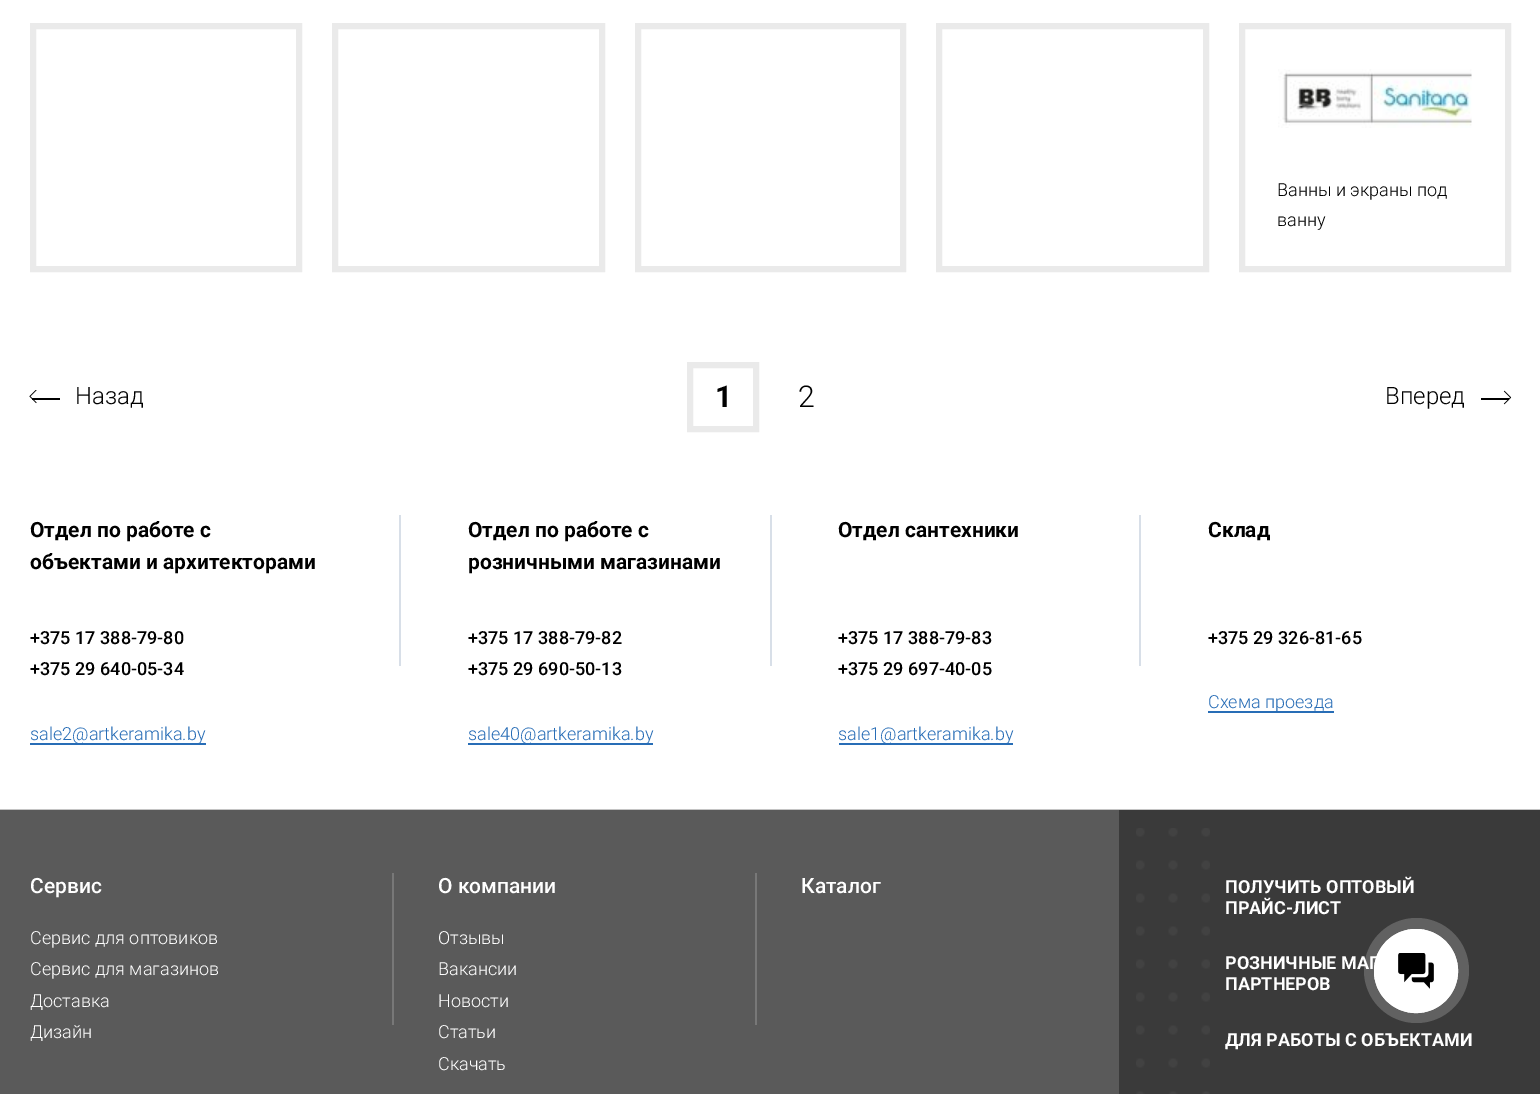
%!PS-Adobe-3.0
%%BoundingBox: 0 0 1540 1094
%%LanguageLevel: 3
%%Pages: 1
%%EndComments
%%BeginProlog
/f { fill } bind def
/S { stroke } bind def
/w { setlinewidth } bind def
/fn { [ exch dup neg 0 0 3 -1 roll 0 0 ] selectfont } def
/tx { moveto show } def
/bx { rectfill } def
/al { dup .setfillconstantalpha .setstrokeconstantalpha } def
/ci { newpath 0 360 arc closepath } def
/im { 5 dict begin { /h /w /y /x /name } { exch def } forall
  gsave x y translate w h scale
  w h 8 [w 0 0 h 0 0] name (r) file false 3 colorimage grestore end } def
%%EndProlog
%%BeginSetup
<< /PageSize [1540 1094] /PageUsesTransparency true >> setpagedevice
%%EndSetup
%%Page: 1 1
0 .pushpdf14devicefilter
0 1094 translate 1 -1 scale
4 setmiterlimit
1 setgray
0 0 1540 1094 bx
0.918 setgray
6 w
33 26 266 243 rectstroke
335 26 267 243 rectstroke
638 26 265 243 rectstroke
939 26 267 243 rectstroke
1242 26 266 243 rectstroke
(image0.raw) 1278 69 194 59 im
/Roboto-Light 18 fn
0 setgray
(Ванны и экраны под) 1277 196 tx
(ванну) 1277 226 tx
32 398 28 2 bx
(image1.raw) 29 390 8 14 im
/Roboto-Light 24 fn
(Назад) 75 404 tx
0.918 setgray
690 365 66 64 rectstroke
/Roboto-Bold 30 fn
0 setgray
(1) 715 407 tx
/Roboto-Light 30 fn
(2) 798 407 tx
/Roboto-Light 24 fn
(Вперед) 1385 404 tx
(image2.raw) 1503 390 9 15 im
1481 398 28 2 bx
0.769 setgray
0 809 1540 1 bx
/Roboto-Bold 21 fn
0 setgray
(Отдел по работе с) 30 537 tx
(объектами и архитекторами) 30 569 tx
0.847 0.875 0.91 setrgbcolor
399 515 2 151 bx
/Roboto-Medium 18 fn
0 setgray
(+375 17 388-79-80) 30 644 tx
(+375 29 640-05-34) 30 675 tx
/Roboto-Light 18 fn
0.157 0.427 0.714 setrgbcolor
(sale2@artkeramika.by) 30 740 tx
30 743 176 2 bx
/Roboto-Bold 21 fn
0 setgray
(Отдел по работе с) 468 537 tx
(розничными магазинами) 468 569 tx
0.847 0.875 0.91 setrgbcolor
770 515 2 151 bx
/Roboto-Medium 18 fn
0 setgray
(+375 17 388-79-82) 468 644 tx
(+375 29 690-50-13) 468 675 tx
/Roboto-Light 18 fn
0.157 0.427 0.714 setrgbcolor
(sale40@artkeramika.by) 468 740 tx
468 743 185 2 bx
/Roboto-Bold 21 fn
0 setgray
(Отдел сантехники) 838 537 tx
0.847 0.875 0.91 setrgbcolor
1139 515 2 151 bx
/Roboto-Medium 18 fn
0 setgray
(+375 17 388-79-83) 838 644 tx
(+375 29 697-40-05) 838 675 tx
/Roboto-Light 18 fn
0.157 0.427 0.714 setrgbcolor
(sale1@artkeramika.by) 838 740 tx
839 743 174 2 bx
/Roboto-Bold 21 fn
0 setgray
(Склад) 1208 537 tx
/Roboto-Medium 18 fn
(+375 29 326-81-65) 1208 644 tx
/Roboto-Light 18 fn
0.157 0.427 0.714 setrgbcolor
(Схема проезда) 1208 708 tx
1208 711 126 2 bx
0.353 setgray
0 810 1119 284 bx
/Roboto-Medium 21 fn
1 setgray
(Сервис) 30 893 tx
0.471 setgray
392 873 2 152 bx
/Roboto-Light 18 fn
1 setgray
(Сервис для оптовиков) 30 944 tx
(Сервис для магазинов) 30 975 tx
(Доставка) 30 1007 tx
(Дизайн) 30 1038 tx
/Roboto-Medium 21 fn
(О компании) 438 893 tx
0.471 setgray
755 873 2 152 bx
/Roboto-Light 18 fn
1 setgray
(Отзывы) 438 944 tx
(Вакансии) 438 975 tx
(Новости) 438 1007 tx
(Статьи) 438 1038 tx
(Скачать) 438 1070 tx
/Roboto-Medium 21 fn
(Каталог) 801 893 tx
0.227 setgray
1119 810 421 284 bx
(image3.raw) 1136 828 74 266 im
/Roboto-Bold 18 fn
1 setgray
(ПОЛУЧИТЬ ОПТОВЫЙ) 1225 893 tx
(ПРАЙС-ЛИСТ) 1225 914 tx
(РОЗНИЧНЫЕ МАГ) 1225 969 tx
(ПАРТНЕРОВ) 1225 990 tx
(ДЛЯ РАБОТЫ С ОБЪЕКТАМИ) 1225 1046 tx
0.2 al
1416.5 970.5 52.5 ci f
1 al
1 w
1416 971 41.5 ci S
1416 971 42 ci f
(image4.raw) 1398 953 36 36 im
.poppdf14devicefilter showpage
%%EOF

----

Activity: Reproduce the material above from its first line through the line containing "0 .pushpdf14devicefilter", both ends included, and skip every picture.

Task response:
%!PS-Adobe-3.0
%%BoundingBox: 0 0 1540 1094
%%LanguageLevel: 3
%%Pages: 1
%%EndComments
%%BeginProlog
/f { fill } bind def
/S { stroke } bind def
/w { setlinewidth } bind def
/fn { [ exch dup neg 0 0 3 -1 roll 0 0 ] selectfont } def
/tx { moveto show } def
/bx { rectfill } def
/al { dup .setfillconstantalpha .setstrokeconstantalpha } def
/ci { newpath 0 360 arc closepath } def
/im { 5 dict begin { /h /w /y /x /name } { exch def } forall
  gsave x y translate w h scale
  w h 8 [w 0 0 h 0 0] name (r) file false 3 colorimage grestore end } def
%%EndProlog
%%BeginSetup
<< /PageSize [1540 1094] /PageUsesTransparency true >> setpagedevice
%%EndSetup
%%Page: 1 1
0 .pushpdf14devicefilter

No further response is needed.